NASA’s X-57 Maxwell all-electric aircraft is powered by two 400-pound lithium-ion batteries!

NASA’s X-57 Maxwell all-electric aircraft has taken another step toward its maiden flight with the successful installation of two 400-pound lithium-ion batteries in the aircraft cabin.

It should be mentioned that the space agency’s X-planes were launched in 1944 to continue research on high-speed aircraft. Ongoing projects, NASA’s Quiet Supersonic Jet (X-59 QueSST) and Electric Airplane (X-57 “Maxwell”) are part of this “X-planes” series, and are getting closer to their first flights. ‘test.

Project X-57 is the agency’s first fully experimental electric aircraft and an early part of NASA’s work to develop sustainable aviation solutions. Instead of aviation fuel, it will use commercial rechargeable lithium-ion batteries for the power its engines need to fly.

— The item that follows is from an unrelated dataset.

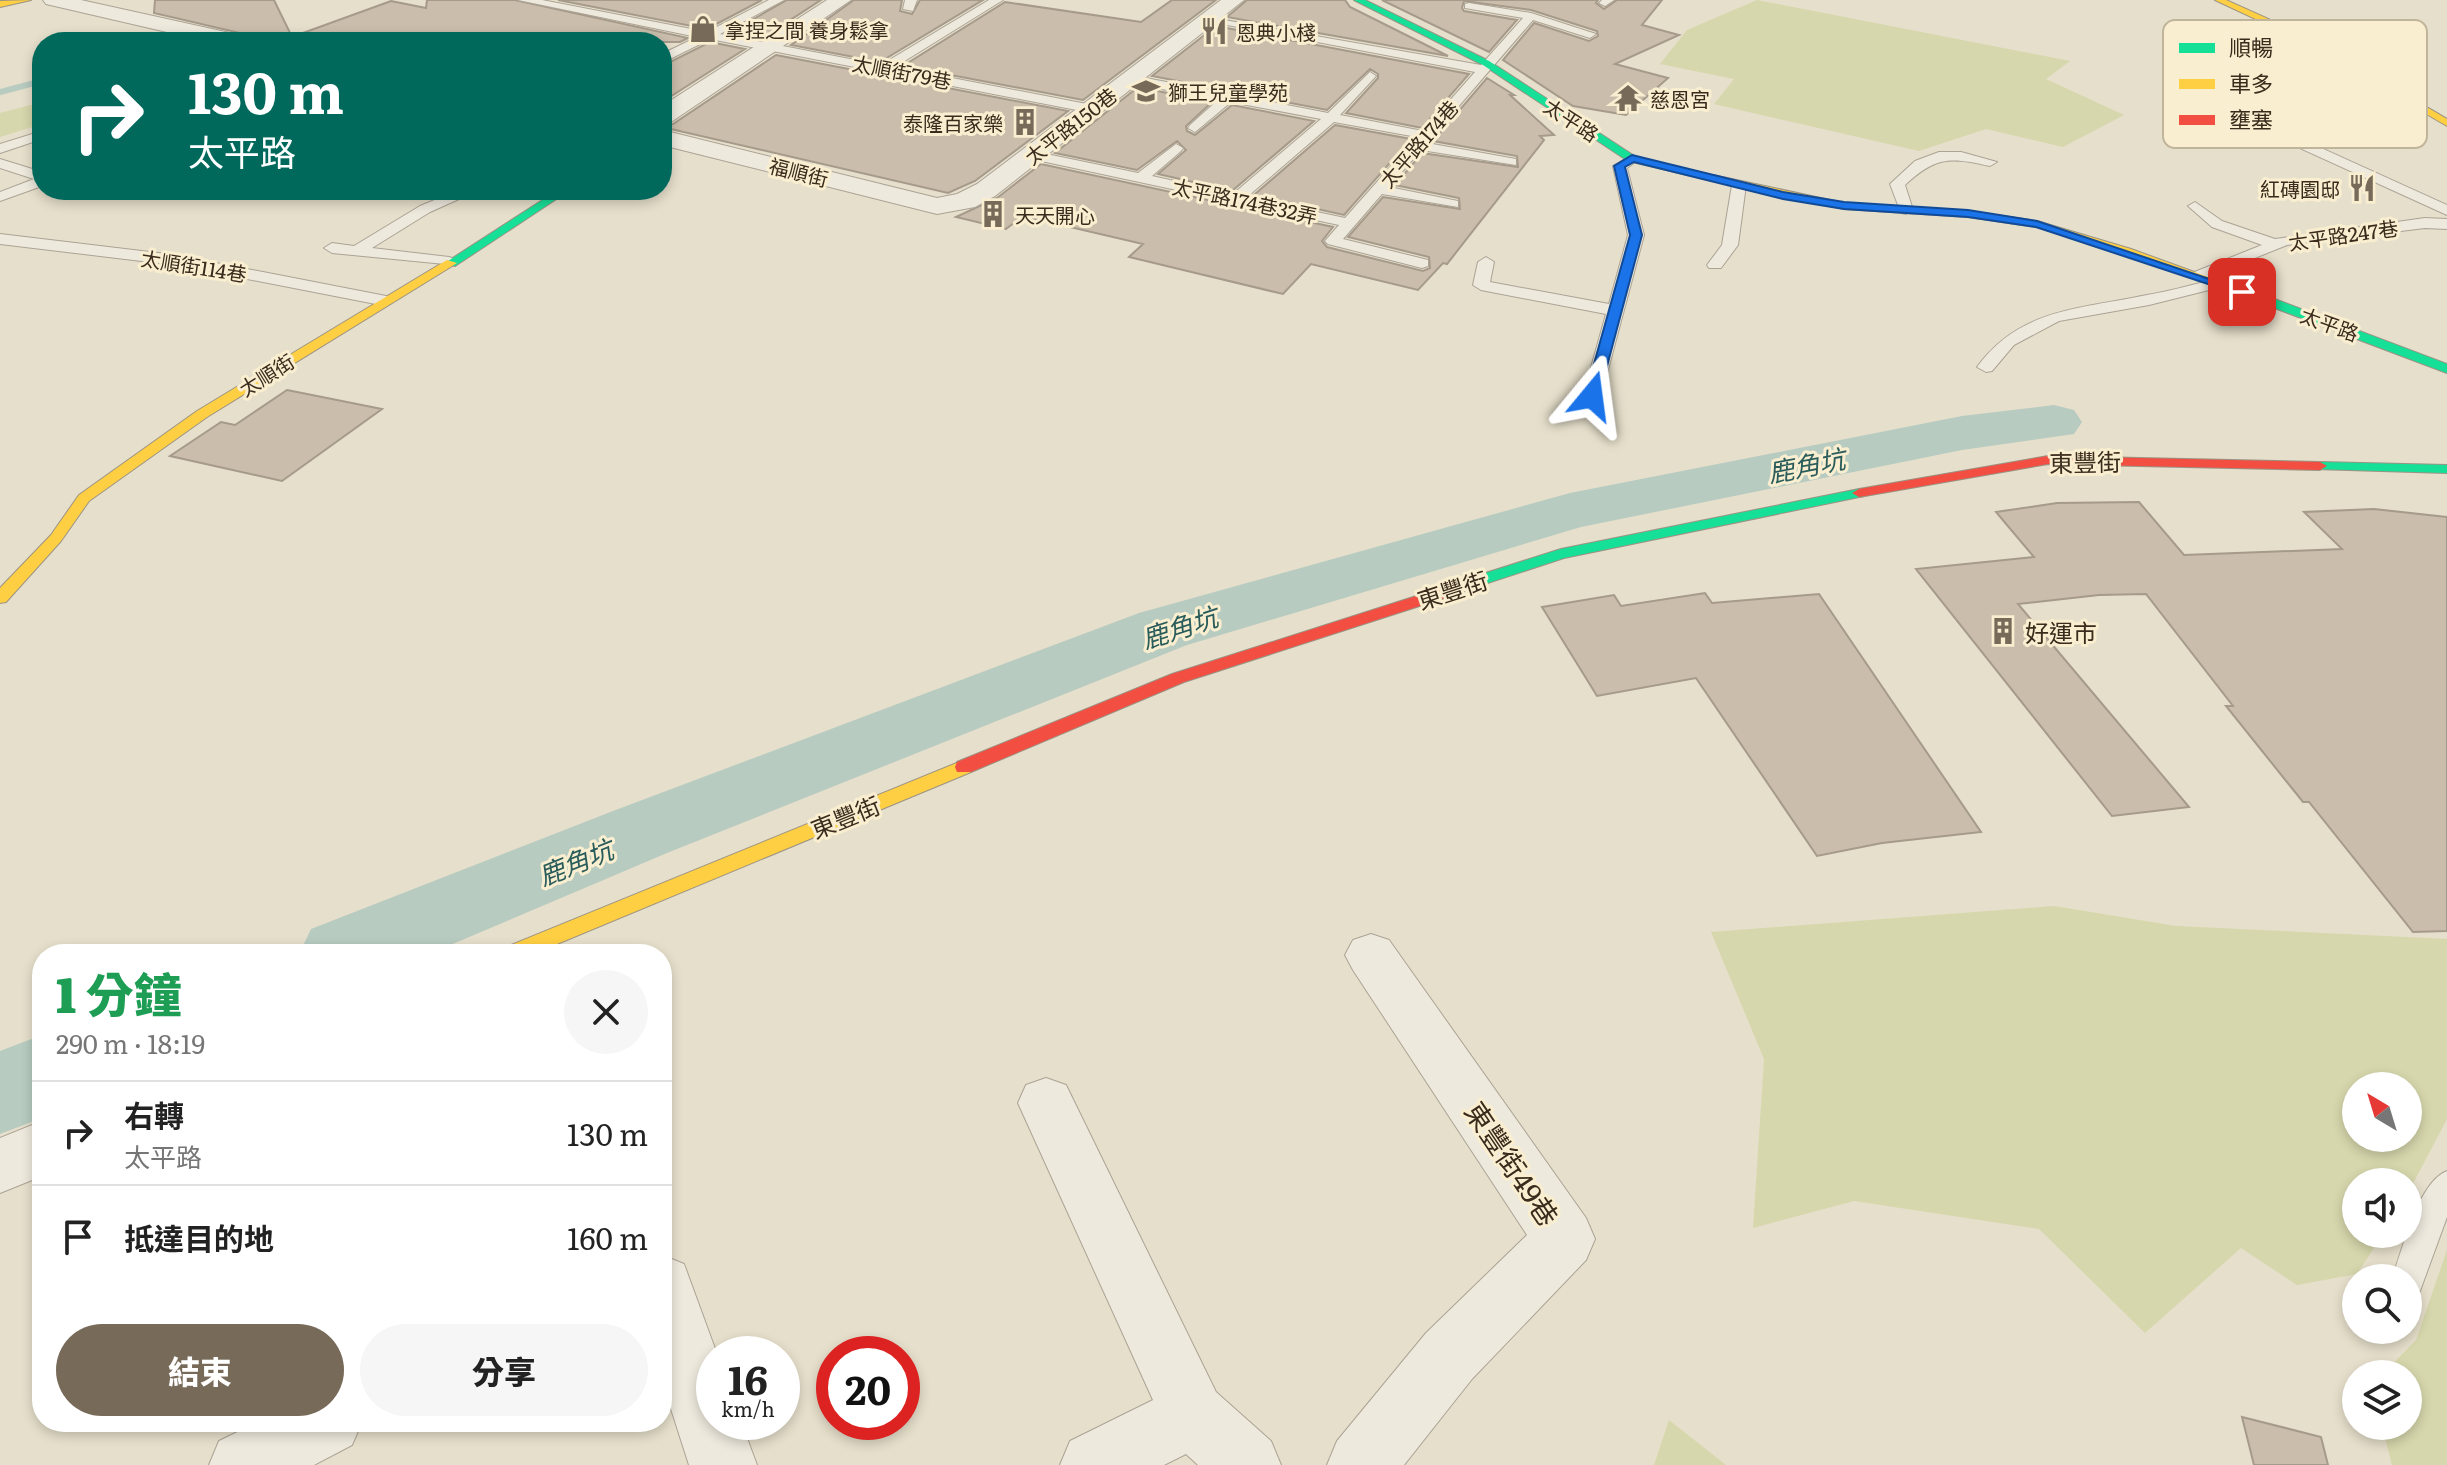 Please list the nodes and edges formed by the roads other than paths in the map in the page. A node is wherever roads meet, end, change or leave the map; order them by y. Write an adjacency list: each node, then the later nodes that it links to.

A rendering of the NASA X-57 Maxwell.

The X-57 program was launched in 2016 as part of NASA’s Scalable Converged Electric Propulsion Technology (SCEPTOR) Operations Research project. The acronym basically stands for the development of low-emission aircraft powered by electric motors.

The “Maxwell”, an Italian Tecnam P2006T, was converted to an electric aircraft last year by replacing its conventional Rotax engines with two electric motors made by Joby Aviation.

To reach this point, the X-57 project team repeatedly tested the batteries to ensure they could safely power the aircraft for an entire flight, and designed custom lightweight cases to maintain batteries safe.

After installing the battery, the crew successfully tested the X-57 aircraft’s battery-operated engines. The engines had already been running, but drew power from the test facility or batteries when sitting outside the aircraft.

Prior to the engine spin test, the aircraft’s cruise engine controllers underwent random vibration testing. These hardware acceptance tests take place on vibration tables set to vibrate randomly at the same frequencies as the acceleration motors, to ensure that all systems remain functional in flight. Random vibration acceptance testing for all X-57 aircraft cruise motor controllers has taken place to ensure that all systems remain functional while enduring the vibration environment expected during flight .

Additionally, the cruise motors have been placed on a dynamometer, an electric motor speed tester, to ensure that they will run at temperature, horsepower, torque, speed, voltage and maximum current expected during the flight.

NASA will perform taxi and fly operations once the required integration and system testing is complete and the aircraft is operating as designed.

By July 2021, the X-57 Maxwell had successfully completed high-voltage testing, which powered the aircraft from auxiliary power to test the functionality of full-power integrated systems.

In the coming months, the X-57 project will begin a series of test flights. Each will develop the others, with data collected to understand aircraft operation and performance.

X-57 – and most X-Planes are designed to pass on its findings to the aircraft industry, rather than create a new type of aircraft. The main objective of the X-57 project is to share the electric propulsion of the aircraft. focused design, airworthiness process and technology with industry, standards bodies and regulators to inform certification approaches for all-electric propulsion in emerging electric aircraft markets.